- **Assigned task**:
Within the records below, how many lines hold the string "Hugo"? State that number and nothing else.

---------- Extracted material

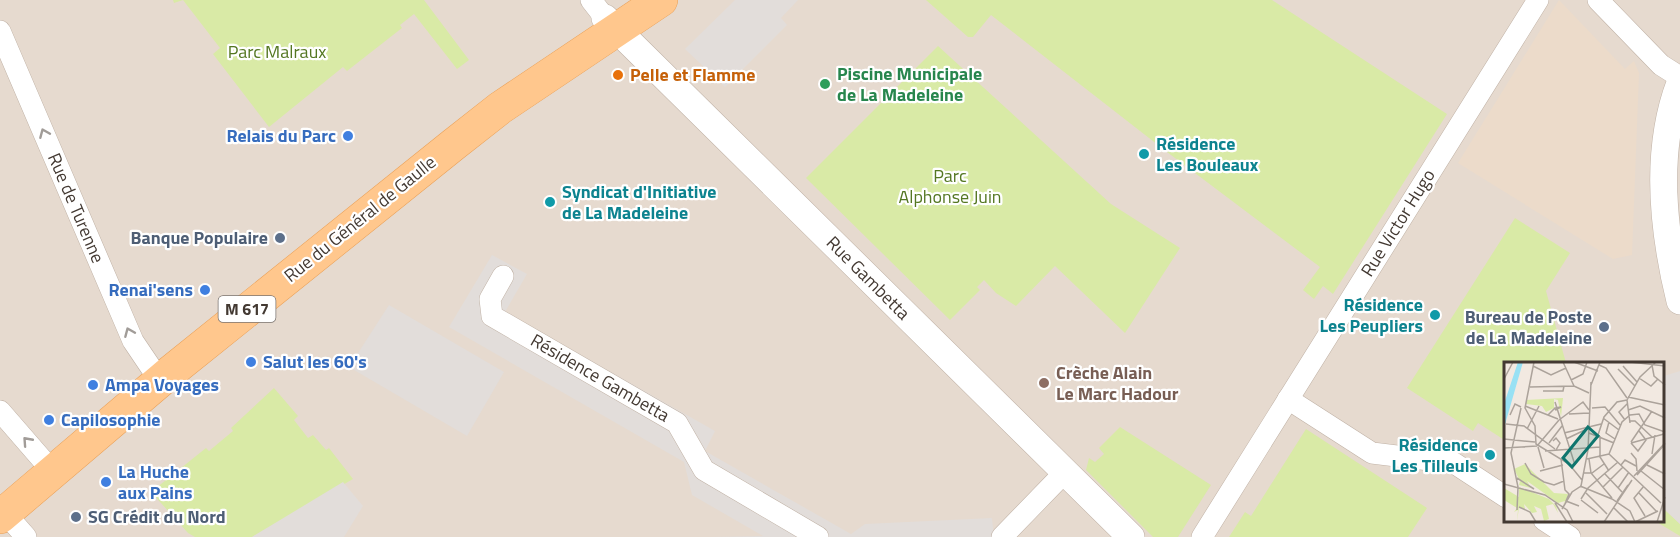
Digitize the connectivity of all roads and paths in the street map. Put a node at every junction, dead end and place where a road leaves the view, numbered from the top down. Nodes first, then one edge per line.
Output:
1 (661, 0) edge
2 (1538, 0) edge
3 (1598, 0) edge
4 (610, 12) edge
5 (0, 31) edge
6 (1680, 76) edge
7 (1680, 83) edge
8 (1672, 161) edge
9 (503, 276) dead end
10 (1680, 301) edge
11 (160, 381) junction
12 (1288, 399) junction
13 (0, 411) edge
14 (53, 472) junction
15 (1065, 472) junction
16 (1504, 495) edge
17 (2, 515) edge
18 (1547, 522) edge
19 (26, 537) edge
20 (818, 537) edge
21 (1002, 537) edge
22 (1131, 537) edge
23 (1202, 537) edge
24 (1570, 537) edge

1 - 4 main road, Rue du Général de Gaulle / M 617
2 - 12 street, Rue Victor Hugo
3 - 6 street
4 - 11 main road, Rue du Général de Gaulle / M 617
4 - 15 street, Rue Gambetta
11 -> 5 street, Rue de Turenne
7 - 8 street
8 - 10 street
9 - 20 street, Résidence Gambetta
11 - 14 main road, Rue du Général de Gaulle / M 617
12 - 16 street
12 - 23 street, Rue Victor Hugo
14 -> 13 street
14 - 17 main road, Rue du Général de Gaulle / M 617
15 - 21 street
15 - 22 street, Rue Gambetta
17 - 19 street
18 - 24 street

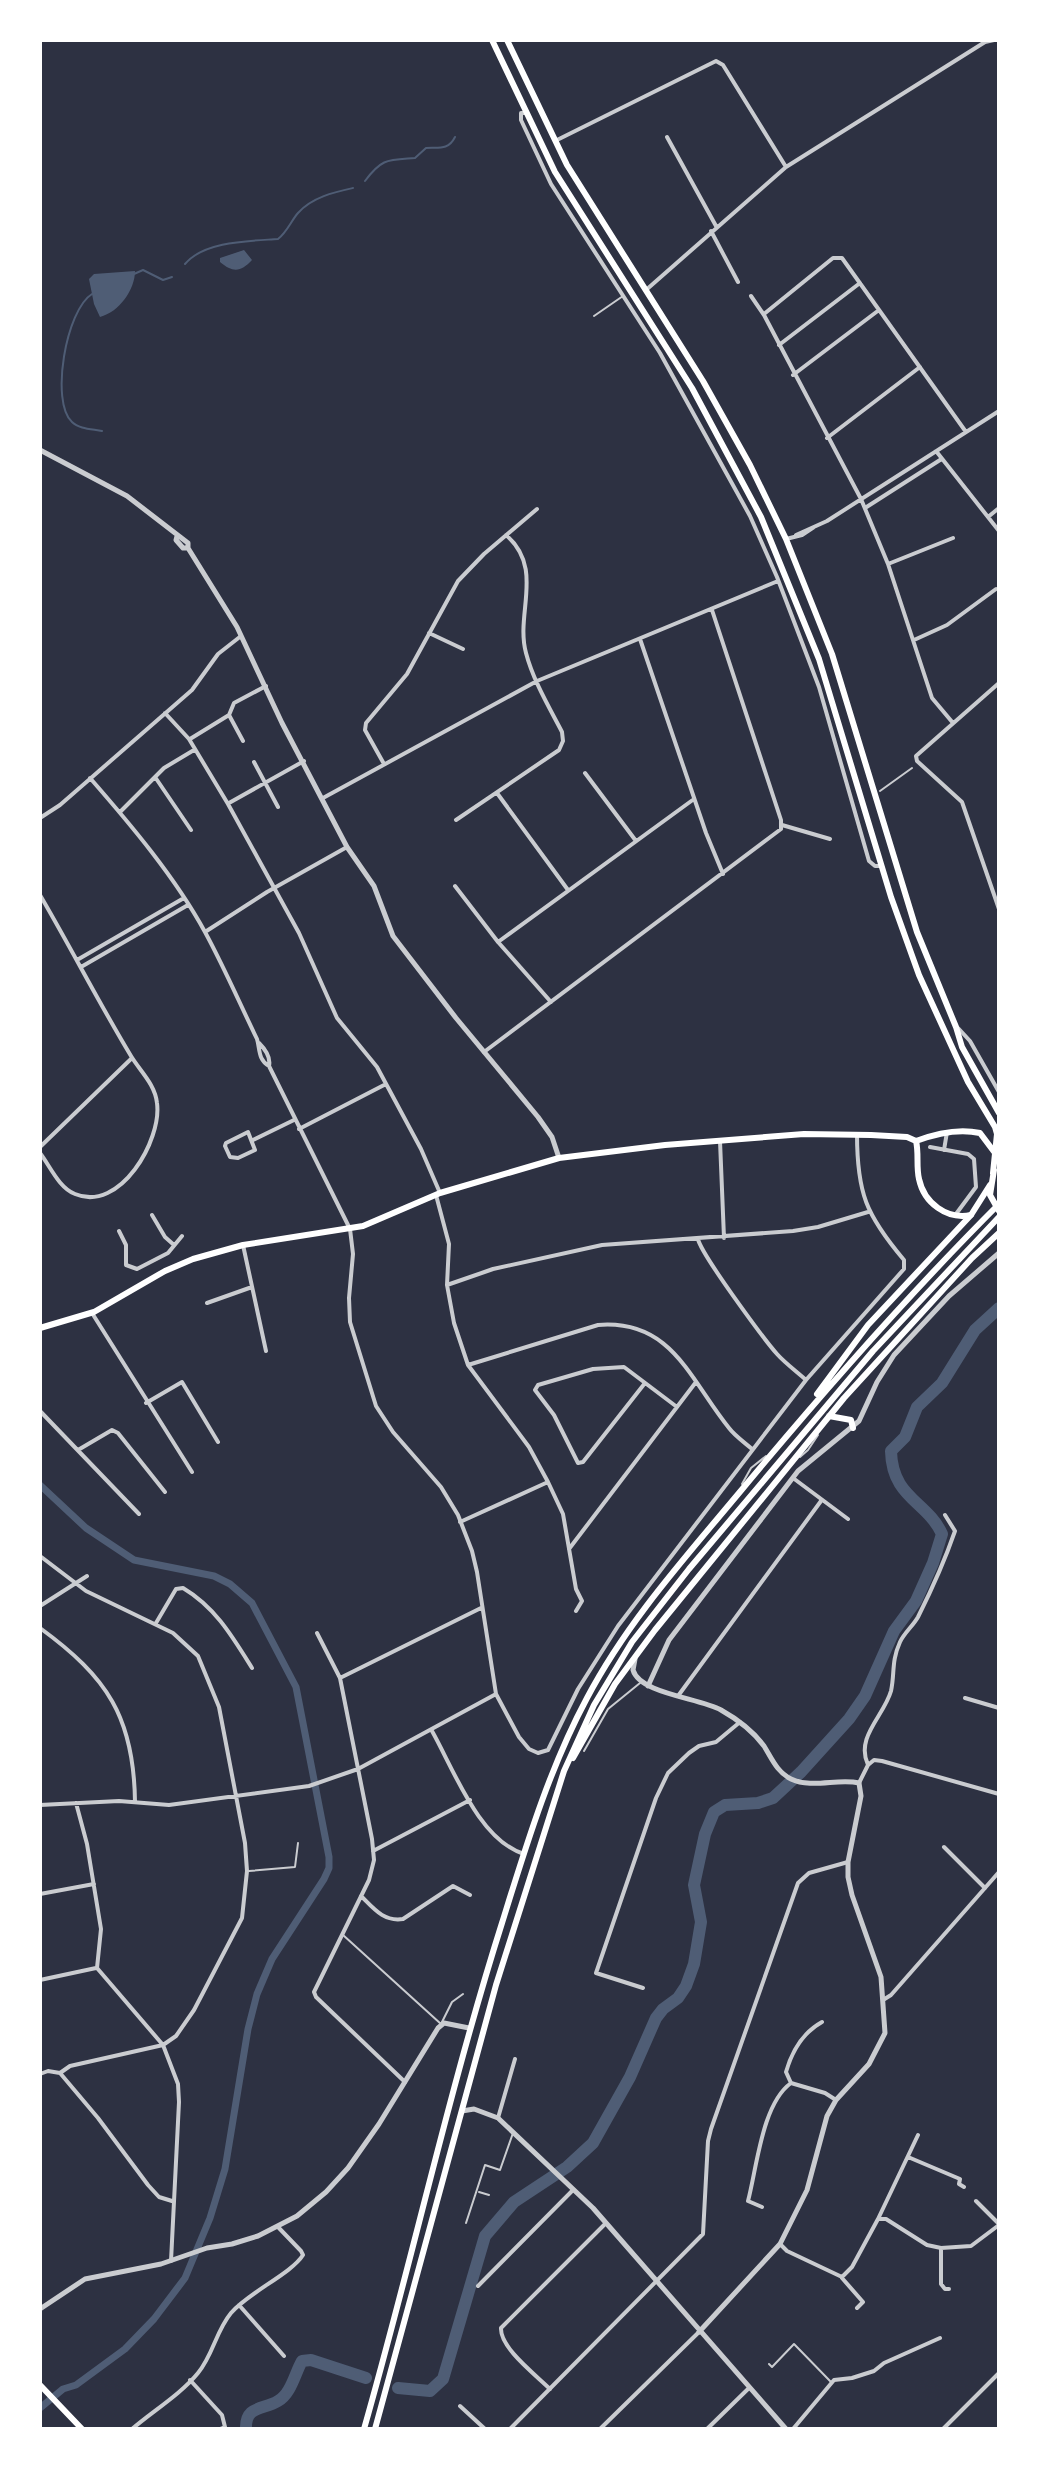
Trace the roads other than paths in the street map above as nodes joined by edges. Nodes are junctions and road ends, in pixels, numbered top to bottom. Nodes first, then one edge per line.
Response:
1 (492, 40) edge
2 (507, 40) edge
3 (994, 40) edge
4 (985, 41) edge
5 (526, 113) junction
6 (667, 137) dead end
7 (555, 141) junction
8 (786, 167) junction
9 (716, 226) junction
10 (711, 231) junction
11 (738, 282) dead end
12 (860, 283) junction
13 (646, 290) junction
14 (623, 296) junction
15 (751, 296) dead end
16 (879, 310) junction
17 (764, 315) junction
18 (594, 316) dead end
19 (779, 345) junction
20 (671, 353) junction
21 (663, 358) junction
22 (920, 367) junction
23 (793, 375) junction
24 (999, 411) edge
25 (966, 432) junction
26 (827, 438) junction
27 (40, 450) edge
28 (936, 451) junction
29 (940, 460) junction
30 (899, 474) junction
31 (904, 483) junction
32 (861, 499) junction
33 (865, 508) junction
34 (999, 508) edge
35 (537, 509) dead end
36 (988, 517) junction
37 (999, 531) edge
38 (506, 535) junction
39 (953, 538) dead end
40 (786, 539) junction
41 (888, 564) junction
42 (778, 580) junction
43 (996, 589) dead end
44 (712, 610) junction
45 (429, 633) junction
46 (241, 636) junction
47 (640, 639) junction
48 (914, 640) junction
49 (463, 649) dead end
50 (537, 681) junction
51 (999, 683) edge
52 (266, 686) junction
53 (165, 713) junction
54 (229, 715) junction
55 (953, 723) junction
56 (189, 739) junction
57 (243, 741) dead end
58 (194, 750) junction
59 (304, 761) junction
60 (254, 762) dead end
61 (384, 764) junction
62 (912, 768) dead end
63 (585, 773) dead end
64 (155, 777) junction
65 (90, 778) junction
66 (265, 782) junction
67 (880, 791) dead end
68 (497, 793) junction
69 (323, 798) junction
70 (694, 799) junction
71 (228, 804) junction
72 (278, 807) dead end
73 (120, 813) junction
74 (40, 818) edge
75 (456, 820) dead end
76 (782, 825) junction
77 (191, 830) dead end
78 (830, 839) dead end
79 (636, 841) junction
80 (347, 847) junction
81 (882, 866) junction
82 (723, 874) junction
83 (455, 886) dead end
84 (275, 887) junction
85 (568, 890) junction
86 (40, 895) edge
87 (184, 898) junction
88 (188, 905) junction
89 (999, 909) edge
90 (205, 932) junction
91 (498, 942) junction
92 (77, 960) junction
93 (81, 967) junction
94 (551, 1002) junction
95 (956, 1027) junction
96 (484, 1052) junction
97 (132, 1058) junction
98 (386, 1084) junction
99 (998, 1090) edge
100 (999, 1113) edge
101 (295, 1119) junction
102 (299, 1129) junction
103 (947, 1132) junction
104 (857, 1134) junction
105 (253, 1140) junction
106 (720, 1141) junction
107 (916, 1141) junction
108 (40, 1147) edge
109 (930, 1147) dead end
110 (946, 1150) junction
111 (40, 1153) edge
112 (997, 1156) edge
113 (559, 1158) junction
114 (990, 1185) junction
115 (438, 1194) junction
116 (999, 1204) edge
117 (868, 1212) junction
118 (999, 1214) edge
119 (152, 1215) dead end
120 (955, 1215) junction
121 (971, 1215) junction
122 (350, 1229) junction
123 (119, 1231) dead end
124 (999, 1233) edge
125 (182, 1236) dead end
126 (724, 1238) junction
127 (698, 1239) junction
128 (174, 1245) junction
129 (243, 1245) junction
130 (999, 1253) edge
131 (158, 1258) junction
132 (165, 1271) junction
133 (447, 1285) junction
134 (252, 1287) junction
135 (207, 1303) dead end
136 (92, 1313) junction
137 (40, 1328) edge
138 (266, 1351) dead end
139 (468, 1365) junction
140 (806, 1380) junction
141 (696, 1381) junction
142 (645, 1383) junction
143 (146, 1403) junction
144 (677, 1407) junction
145 (809, 1408) junction
146 (40, 1411) edge
147 (829, 1416) junction
148 (853, 1428) junction
149 (218, 1442) dead end
150 (78, 1450) junction
151 (752, 1450) junction
152 (192, 1472) dead end
153 (793, 1478) junction
154 (548, 1482) junction
155 (165, 1492) dead end
156 (821, 1501) junction
157 (139, 1514) dead end
158 (945, 1515) dead end
159 (848, 1519) dead end
160 (460, 1522) junction
161 (569, 1549) junction
162 (40, 1556) edge
163 (87, 1576) dead end
164 (75, 1584) junction
165 (40, 1606) edge
166 (482, 1607) junction
167 (576, 1611) dead end
168 (156, 1623) junction
169 (40, 1628) edge
170 (317, 1633) dead end
171 (639, 1651) junction
172 (252, 1668) dead end
173 (340, 1678) junction
174 (641, 1683) junction
175 (648, 1686) junction
176 (496, 1694) junction
177 (678, 1696) junction
178 (965, 1698) dead end
179 (999, 1708) edge
180 (740, 1722) junction
181 (432, 1731) junction
182 (584, 1751) dead end
183 (868, 1765) junction
184 (358, 1769) junction
185 (564, 1771) junction
186 (859, 1783) junction
187 (999, 1794) edge
188 (237, 1797) junction
189 (470, 1800) junction
190 (135, 1802) junction
191 (76, 1803) junction
192 (40, 1805) edge
193 (298, 1843) dead end
194 (944, 1847) dead end
195 (373, 1851) junction
196 (524, 1854) junction
197 (848, 1862) junction
198 (247, 1871) junction
199 (999, 1872) edge
200 (94, 1884) junction
201 (985, 1889) junction
202 (40, 1894) edge
203 (470, 1895) dead end
204 (361, 1896) junction
205 (342, 1934) junction
206 (97, 1968) junction
207 (40, 1980) edge
208 (643, 1988) dead end
209 (463, 1994) dead end
210 (883, 2000) junction
211 (822, 2022) dead end
212 (441, 2024) junction
213 (469, 2028) junction
214 (163, 2045) junction
215 (515, 2059) dead end
216 (60, 2073) junction
217 (40, 2074) edge
218 (789, 2080) junction
219 (405, 2082) junction
220 (836, 2100) junction
221 (465, 2110) junction
222 (498, 2118) junction
223 (513, 2132) junction
224 (918, 2135) dead end
225 (908, 2157) junction
226 (964, 2187) dead end
227 (573, 2190) junction
228 (478, 2192) junction
229 (489, 2195) dead end
230 (172, 2201) junction
231 (976, 2201) dead end
232 (762, 2207) dead end
233 (878, 2219) junction
234 (466, 2223) dead end
235 (606, 2223) junction
236 (998, 2224) edge
237 (278, 2227) junction
238 (780, 2244) junction
239 (941, 2248) junction
240 (171, 2261) junction
241 (842, 2277) junction
242 (657, 2282) junction
243 (478, 2286) dead end
244 (949, 2289) dead end
245 (239, 2305) junction
246 (41, 2306) edge
247 (857, 2308) dead end
248 (699, 2332) junction
249 (940, 2338) dead end
250 (284, 2356) dead end
251 (769, 2364) dead end
252 (999, 2373) edge
253 (190, 2380) junction
254 (831, 2382) junction
255 (40, 2385) edge
256 (749, 2388) junction
257 (550, 2389) junction
258 (460, 2406) dead end
259 (82, 2429) edge
260 (132, 2429) edge
261 (220, 2429) edge
262 (364, 2429) edge
263 (375, 2429) edge
264 (485, 2429) edge
265 (510, 2429) edge
266 (600, 2429) edge
267 (707, 2429) edge
268 (786, 2429) edge
269 (793, 2429) edge
270 (943, 2429) edge

1 - 5 main road
2 - 7 main road
3 - 4 street
4 - 8 street
5 - 14 street
5 - 20 main road
6 - 9 street
7 - 8 street
7 - 13 main road
8 - 9 street
9 - 10 street
10 - 11 street
10 - 13 street
12 - 16 street
12 - 17 street
12 - 19 street
13 - 40 main road
14 - 18 lane
14 - 21 street
15 - 17 street
16 - 22 street
16 - 23 street
17 - 19 street
19 - 23 street
20 - 21 street
20 - 81 main road
21 - 42 street
22 - 25 street
22 - 26 street
23 - 26 street
24 - 25 street
25 - 28 street
26 - 32 street
27 - 46 street
28 - 29 street
28 - 30 street
29 - 31 street
29 - 36 street
30 - 31 street
30 - 32 street
31 - 33 street
32 - 33 street
32 - 40 street
33 - 41 street
34 - 36 street
35 - 38 street
36 - 37 street
38 - 45 street
38 - 50 street
39 - 41 street
40 - 95 main road
41 - 48 street
42 - 44 street
42 - 81 street
43 - 48 street
44 - 47 street
44 - 76 street
45 - 49 street
45 - 61 street
46 - 52 street
46 - 53 street
47 - 50 street
47 - 70 street
48 - 55 street
50 - 61 street
50 - 68 street
51 - 55 street
52 - 54 street
52 - 59 street
53 - 56 street
53 - 65 street
54 - 56 street
54 - 57 street
55 - 89 street
56 - 58 street
58 - 64 street
58 - 71 street
59 - 66 street
59 - 69 street
60 - 66 street
61 - 69 street
62 - 67 lane
63 - 79 street
64 - 73 street
64 - 77 street
65 - 73 street
65 - 74 street
66 - 71 street
66 - 72 street
68 - 75 street
68 - 85 street
69 - 80 street
70 - 79 street
70 - 82 street
71 - 84 street
73 - 87 street
76 - 78 street
76 - 82 street
79 - 85 street
80 - 84 street
80 - 96 street
81 - 112 main road
82 - 94 street
83 - 91 street
84 - 90 street
84 - 98 street
85 - 91 street
86 - 92 street
87 - 88 street
87 - 92 street
88 - 90 street
88 - 93 street
90 - 101 street
91 - 94 street
92 - 93 street
93 - 97 street
94 - 96 street
95 - 99 street
95 - 100 main road
96 - 113 street
97 - 108 street
97 - 111 street
98 - 102 street
98 - 115 street
101 - 102 street
101 - 105 street
102 - 122 street
103 - 107 main road
103 - 110 street
103 - 112 main road
104 - 106 main road
104 - 107 main road
104 - 117 street
105 - 105 street
106 - 113 main road
106 - 126 street
107 - 120 main road
109 - 110 street
110 - 120 street
112 - 114 main road
113 - 115 main road
114 - 118 main road
114 - 121 main road
115 - 122 main road
115 - 133 street
116 - 145 main road
117 - 126 street
117 - 140 street
118 - 185 main road
119 - 128 street
120 - 121 main road
121 - 145 main road
122 - 129 main road
122 - 160 street
123 - 131 street
124 - 147 main road
125 - 128 street
126 - 127 street
127 - 133 street
127 - 140 street
128 - 131 street
129 - 132 main road
129 - 134 street
130 - 148 street
131 - 132 street
132 - 136 main road
133 - 139 street
134 - 135 street
134 - 138 street
136 - 137 main road
136 - 143 street
139 - 141 street
139 - 154 street
140 - 151 street
141 - 144 street
141 - 151 street
142 - 142 street
142 - 144 street
143 - 149 street
143 - 152 street
144 - 161 street
145 - 196 main road
146 - 150 street
147 - 148 main road
147 - 171 main road
148 - 153 street
150 - 155 street
150 - 157 street
151 - 176 street
153 - 156 street
153 - 175 street
154 - 160 street
154 - 161 street
156 - 159 street
156 - 177 street
158 - 183 street
160 - 166 street
161 - 167 street
162 - 164 street
163 - 164 street
164 - 165 street
164 - 168 street
166 - 173 street
166 - 176 street
168 - 172 street
168 - 188 street
169 - 190 street
170 - 173 street
171 - 174 street
171 - 185 main road
173 - 184 street
174 - 175 street
174 - 182 lane
175 - 177 street
176 - 181 street
177 - 180 street
178 - 179 street
180 - 186 street
180 - 208 street
181 - 184 street
181 - 189 street
183 - 186 street
183 - 187 street
184 - 188 street
184 - 195 street
185 - 221 main road
186 - 197 street
188 - 190 street
188 - 198 street
189 - 195 street
189 - 196 street
190 - 191 street
191 - 192 street
191 - 200 street
193 - 198 lane
194 - 201 street
195 - 204 street
196 - 213 main road
197 - 210 street
197 - 242 street
198 - 214 street
199 - 201 street
200 - 202 street
200 - 206 street
201 - 210 street
203 - 204 street
204 - 205 street
205 - 212 lane
205 - 219 street
206 - 207 street
206 - 214 street
209 - 212 lane
210 - 220 street
211 - 218 street
212 - 213 street
212 - 219 street
213 - 262 main road
214 - 216 street
214 - 230 street
215 - 222 street
216 - 217 street
216 - 230 street
218 - 220 street
218 - 232 street
219 - 237 street
220 - 238 street
221 - 222 street
221 - 263 main road
222 - 223 street
223 - 227 street
223 - 228 lane
224 - 225 street
225 - 226 street
225 - 233 street
227 - 235 street
227 - 243 street
228 - 229 lane
228 - 234 lane
230 - 240 street
231 - 236 street
233 - 239 street
233 - 241 street
235 - 242 street
235 - 257 street
236 - 239 street
237 - 240 street
237 - 245 street
238 - 241 street
238 - 248 street
239 - 244 street
240 - 246 street
241 - 247 street
242 - 248 street
242 - 257 street
245 - 250 street
245 - 253 street
248 - 256 street
248 - 266 street
249 - 254 street
251 - 254 lane
252 - 270 street
253 - 260 street
253 - 261 street
254 - 269 street
255 - 259 main road
256 - 267 street
256 - 268 street
257 - 265 street
258 - 264 street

--------------------

- **Task solution**:
2